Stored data
+-------+
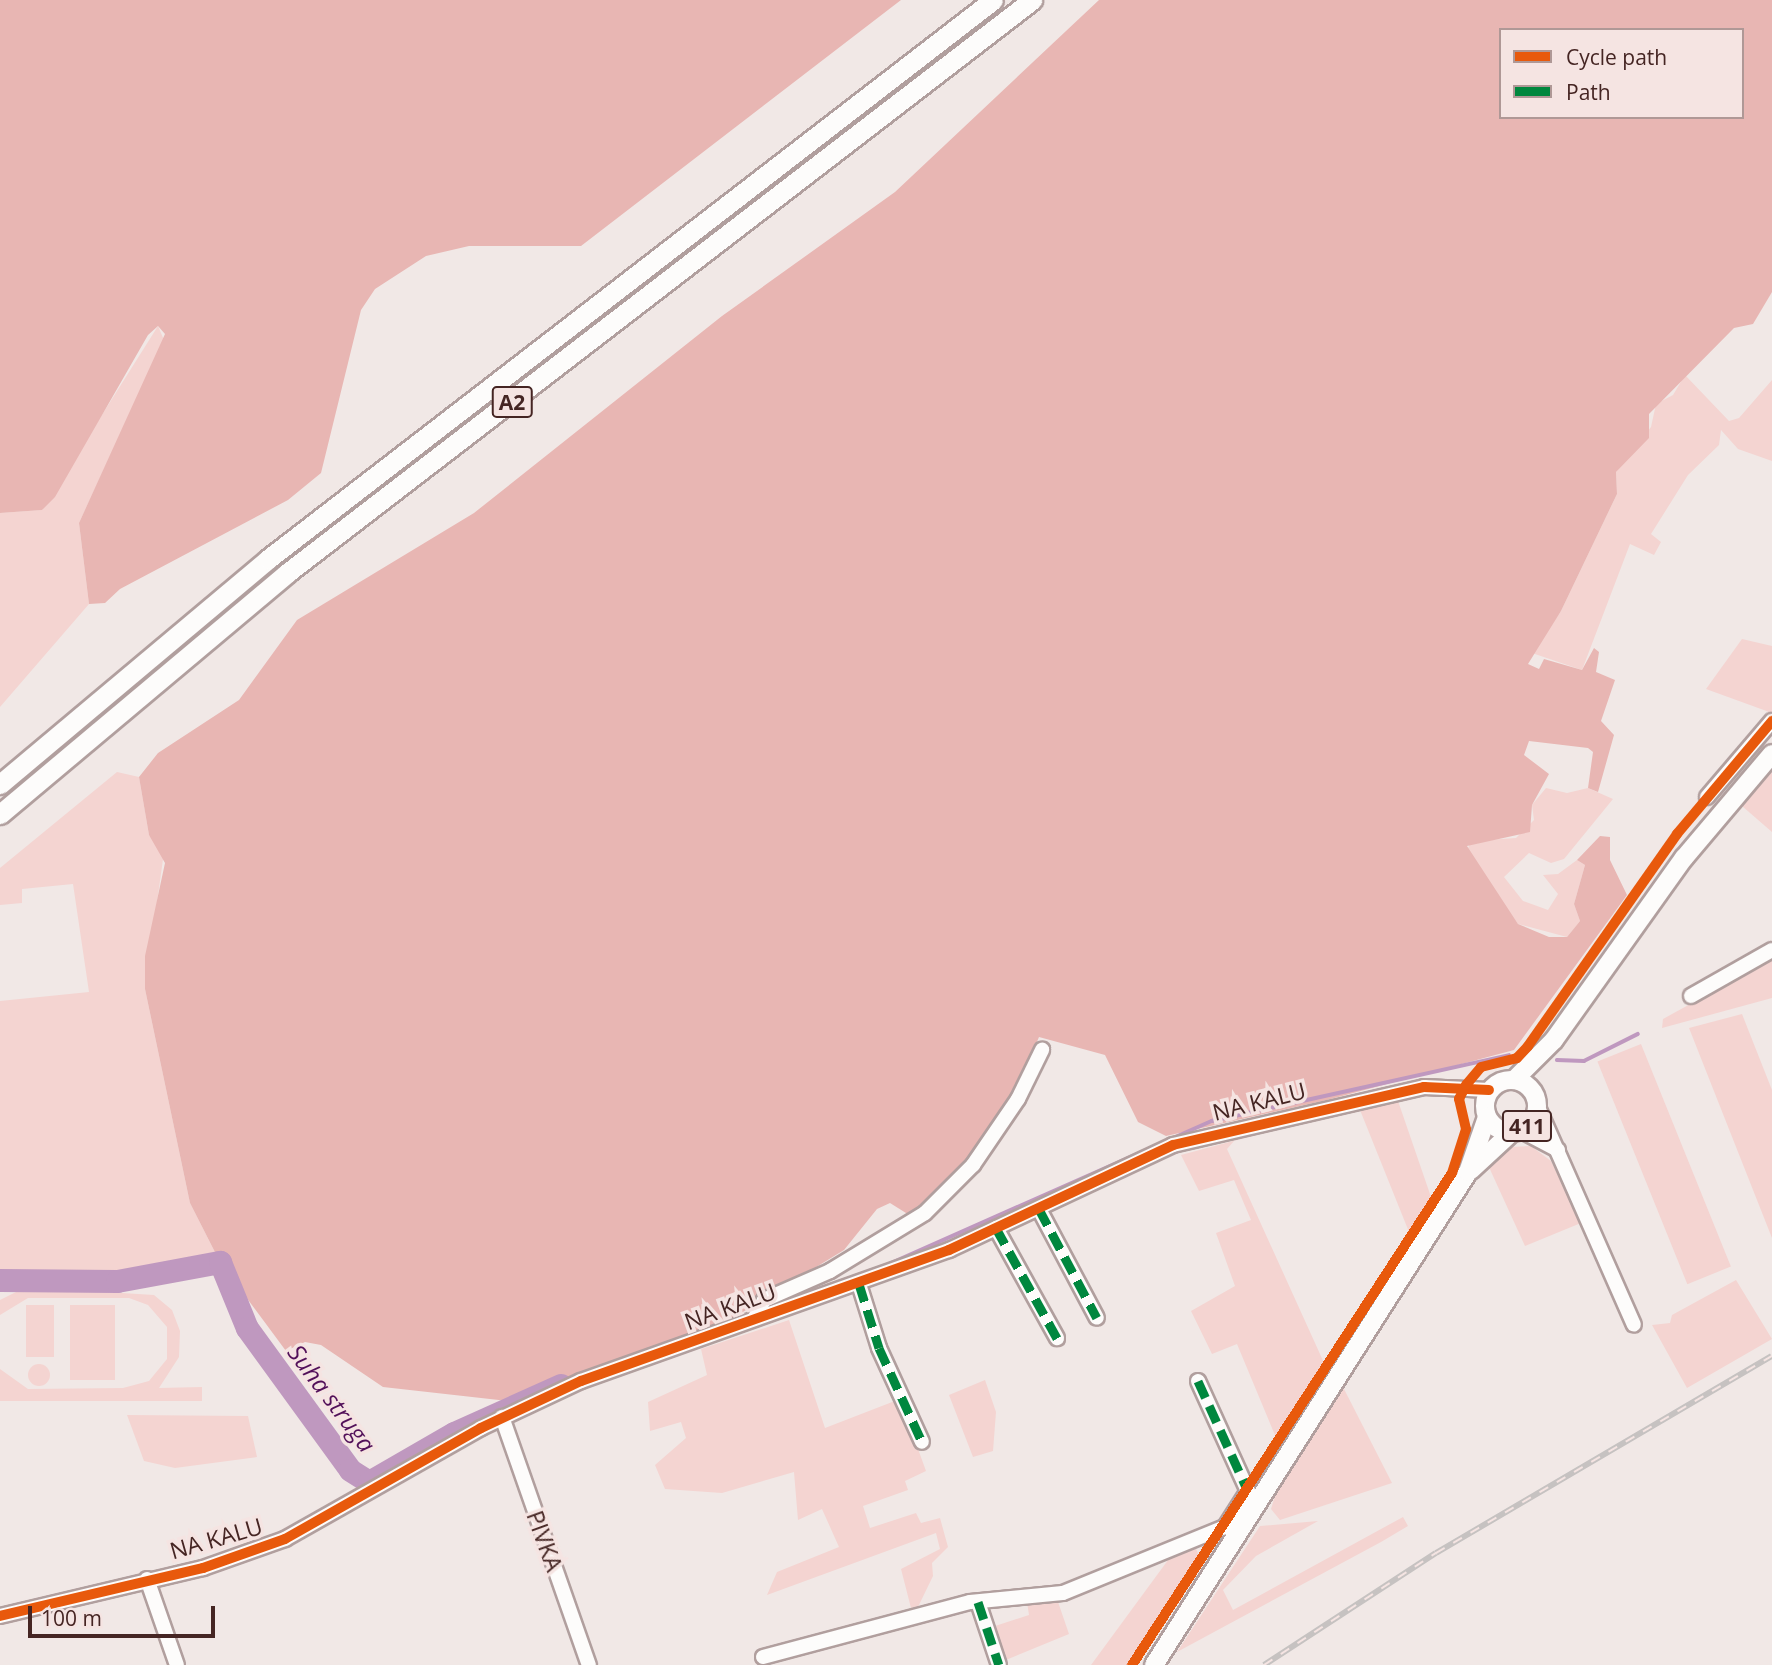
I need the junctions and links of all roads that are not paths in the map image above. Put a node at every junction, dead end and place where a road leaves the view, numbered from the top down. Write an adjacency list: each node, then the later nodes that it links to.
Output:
1 (993, 0): 5 (highway, A2)
2 (1032, 0): 7 (highway, A2)
3 (1772, 721): 6 (street)
4 (1772, 754): 10 (main road, 411)
5 (0, 784)
6 (1707, 797)
7 (0, 814)
8 (1772, 950): 9 (street)
9 (1691, 996)
10 (1553, 1040): 12 (main road, 411); 14 (main road, 411)
11 (1042, 1050): 23 (street)
12 (1515, 1079): 13 (main road, 411); 14 (main road, 411)
13 (1489, 1090): 15 (main road, 411); 19 (street, NA KALU)
14 (1535, 1098): 16 (main road, 411); 17 (street)
15 (1487, 1117): 16 (main road, 411); 18 (main road, 411)
16 (1516, 1131): 17 (street); 18 (main road, 411)
17 (1558, 1150): 24 (street)
18 (1468, 1172): 32 (main road, 411)
19 (1039, 1209): 20 (street, NA KALU); 22 (street)
20 (996, 1228): 21 (street, NA KALU); 25 (street)
21 (859, 1284): 23 (street, NA KALU); 29 (street)
22 (1097, 1318)
23 (754, 1319): 27 (street, NA KALU)
24 (1634, 1325)
25 (1057, 1338)
26 (1198, 1381): 31 (street)
27 (502, 1417): 28 (street, NA KALU); 30 (street, PIVKA)
28 (461, 1439): 30 (street); 33 (street, NA KALU)
29 (922, 1442)
30 (509, 1443): 38 (street, PIVKA)
31 (1225, 1527): 32 (street); 34 (street)
32 (1243, 1527): 40 (main road, 411)
33 (147, 1579): 35 (street, NA KALU); 37 (street)
34 (978, 1602): 36 (street); 39 (street)
35 (0, 1616)
36 (763, 1657)
37 (177, 1665)
38 (589, 1665)
39 (999, 1665)
40 (1154, 1665)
+-------+
# [Aim of the exercise]
From the entries above, pull out each line that includes "highway".

# [Task solution]
1 (993, 0): 5 (highway, A2)
2 (1032, 0): 7 (highway, A2)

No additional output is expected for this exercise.